A festive air to post-holiday shopping

11/29/2002

By JACK PERRY
projo.com staff writer

PROVIDENCE / 1:40 p.m. -- Meredith Sheaffer and her daughter, Heather Strong, were up by 5 a.m today to begin their traditional day-after-Thanksgiving Christmas shopping trip.

By 6 a.m., they had donned their reindeer-style holiday hats and were inside their first store, a craft shop in Warwick.

SPECIAL HOURS
Area malls and stores will be extending their hours today for the traditional launch of the holiday shopping season.

Emerald Square: 8 a.m. to 10 p.m.

Garden City Shopping Center: 10 a.m. to 9 p.m.

Providence Place: 8 a.m. to 10 p.m.

Rhode Island Mall: 9:30 a.m. to 9:30 p.m.

Swansea Mall: 8 a.m. to 10 p.m.

Warwick Mall: 9 a.m. to 10 p.m.

Wal-Mart: Most will operate 24 hours, others will operate 6 a.m. to midnight.

Target: 7 a.m. to 11 p.m.

Kmart: 5 a.m. to 10 p.m.

Kohl's: 6 a.m. - 11 p.m.

By 11:20 a.m., after a stop at the Warwick Mall, they were resting on a bench at the Providence Place mall, a pair of shopping bags beside them.

"I'm all done," said Sheaffer, a resident of West Warwick.

By that, Sheaffer, who's been Christmas shopping for weeks, meant she was done for the season, not just for the day.

In fact, she and her daughter were considering checking out a few more stores after a lunch break.
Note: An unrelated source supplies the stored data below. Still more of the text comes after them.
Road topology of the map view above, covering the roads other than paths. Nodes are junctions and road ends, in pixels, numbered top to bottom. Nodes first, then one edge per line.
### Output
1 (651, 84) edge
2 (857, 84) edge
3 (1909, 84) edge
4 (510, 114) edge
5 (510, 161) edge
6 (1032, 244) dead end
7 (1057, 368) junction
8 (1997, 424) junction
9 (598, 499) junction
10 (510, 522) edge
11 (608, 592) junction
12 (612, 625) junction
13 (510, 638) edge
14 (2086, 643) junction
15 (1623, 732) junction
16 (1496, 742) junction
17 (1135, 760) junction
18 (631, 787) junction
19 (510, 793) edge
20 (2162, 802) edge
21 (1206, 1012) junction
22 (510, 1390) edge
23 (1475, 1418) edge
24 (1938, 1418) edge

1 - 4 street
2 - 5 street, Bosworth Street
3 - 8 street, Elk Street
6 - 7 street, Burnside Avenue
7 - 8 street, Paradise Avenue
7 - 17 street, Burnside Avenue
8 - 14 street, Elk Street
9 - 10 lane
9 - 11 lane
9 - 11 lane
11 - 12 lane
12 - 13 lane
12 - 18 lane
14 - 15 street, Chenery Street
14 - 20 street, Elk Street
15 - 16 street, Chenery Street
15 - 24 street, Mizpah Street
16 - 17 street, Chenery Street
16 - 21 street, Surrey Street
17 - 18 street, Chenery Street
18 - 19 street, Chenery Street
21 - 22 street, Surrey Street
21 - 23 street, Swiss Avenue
After all, this is a mother-daughter tradition, a way to enjoy each other's company, while also taking advantage of big bargains, said Strong, a Coventry resident.

It seemed like a family affair for many of the shoppers at Providence Place late this post-Thanksgiving morning, typically one of the busiest shopping days of the Christmas season. Children tagged along with parents. Some mothers pushed strollers. A few shoppers pushed wheelchairs for elderly relatives or friends.

Apparently refreshed by the holiday, and not yet tired from battling mall traffic, shoppers seemed happy, energetic and in a buying mood. At least one shopper was toting four big shopping bags.

Still, the crowd seemed only moderate -- there were just six kids waiting in line for Santa Claus at 11:15 a.m. -- but showed signs of building toward noon.

"We should be pretty good," said Eric Laprade, sales manager at Clarks shoe store. "The mall usually picks up between 12 and 8."

Providence Place shoppers are not early risers, Laprade explained, although the mall opened at 8 a.m., two hours earlier than usual this morning, to accommodate early shoppers. He estimated that stores record 60 percent of their sales between noon and 5 p.m.

The day after Thanksgiving is an important day for retailers, and the mall was decorated like a prize Christmas gift. Lights dangled from the ceiling. Wreaths adorned store fronts, next to signs that advertised savings up to 50 percent off.

Called Black Friday because it marks the point where retail stores become profitable for the year, the day after Thanksgiving is among the busiest shopping days of the year. It was the sixth busiest shopping day of the season last year, according to the International Council of Shopping Centers. Saturday, Dec. 22, was the busiest.

Indeed, organized early risers like Sheaffer and Strong are apparently more the exception than the rule. Business at the mall typically builds as Christmas Day approaches, said Patrick Leonard, owner of Custom Plaques.

"When it gets close to Christmas, it probably gets three times as crowded," Leonard said.

Nevertheless, Leonard is pleased with early sales. New England Patriots items are still hot sellers, although the team has apparently fallen from its Super Bowl peak. A Patriots hat, with fiber-optic flashing lights is particularly popular for $24.95, Leonard said. So is a chess game that pits Red Sox players against Yankees players for $39.95.

Laprade of Clarks isn't worried that the struggling economy will hurt sales. "On the news, they say people are value shopping. I don't see it," he said.

Shoppers Sheaffer and Strong certainly aren't cutting back.

"I'm spending more," Sheaffer said. "I love Christmas. If I see something I want for somebody, I just buy it."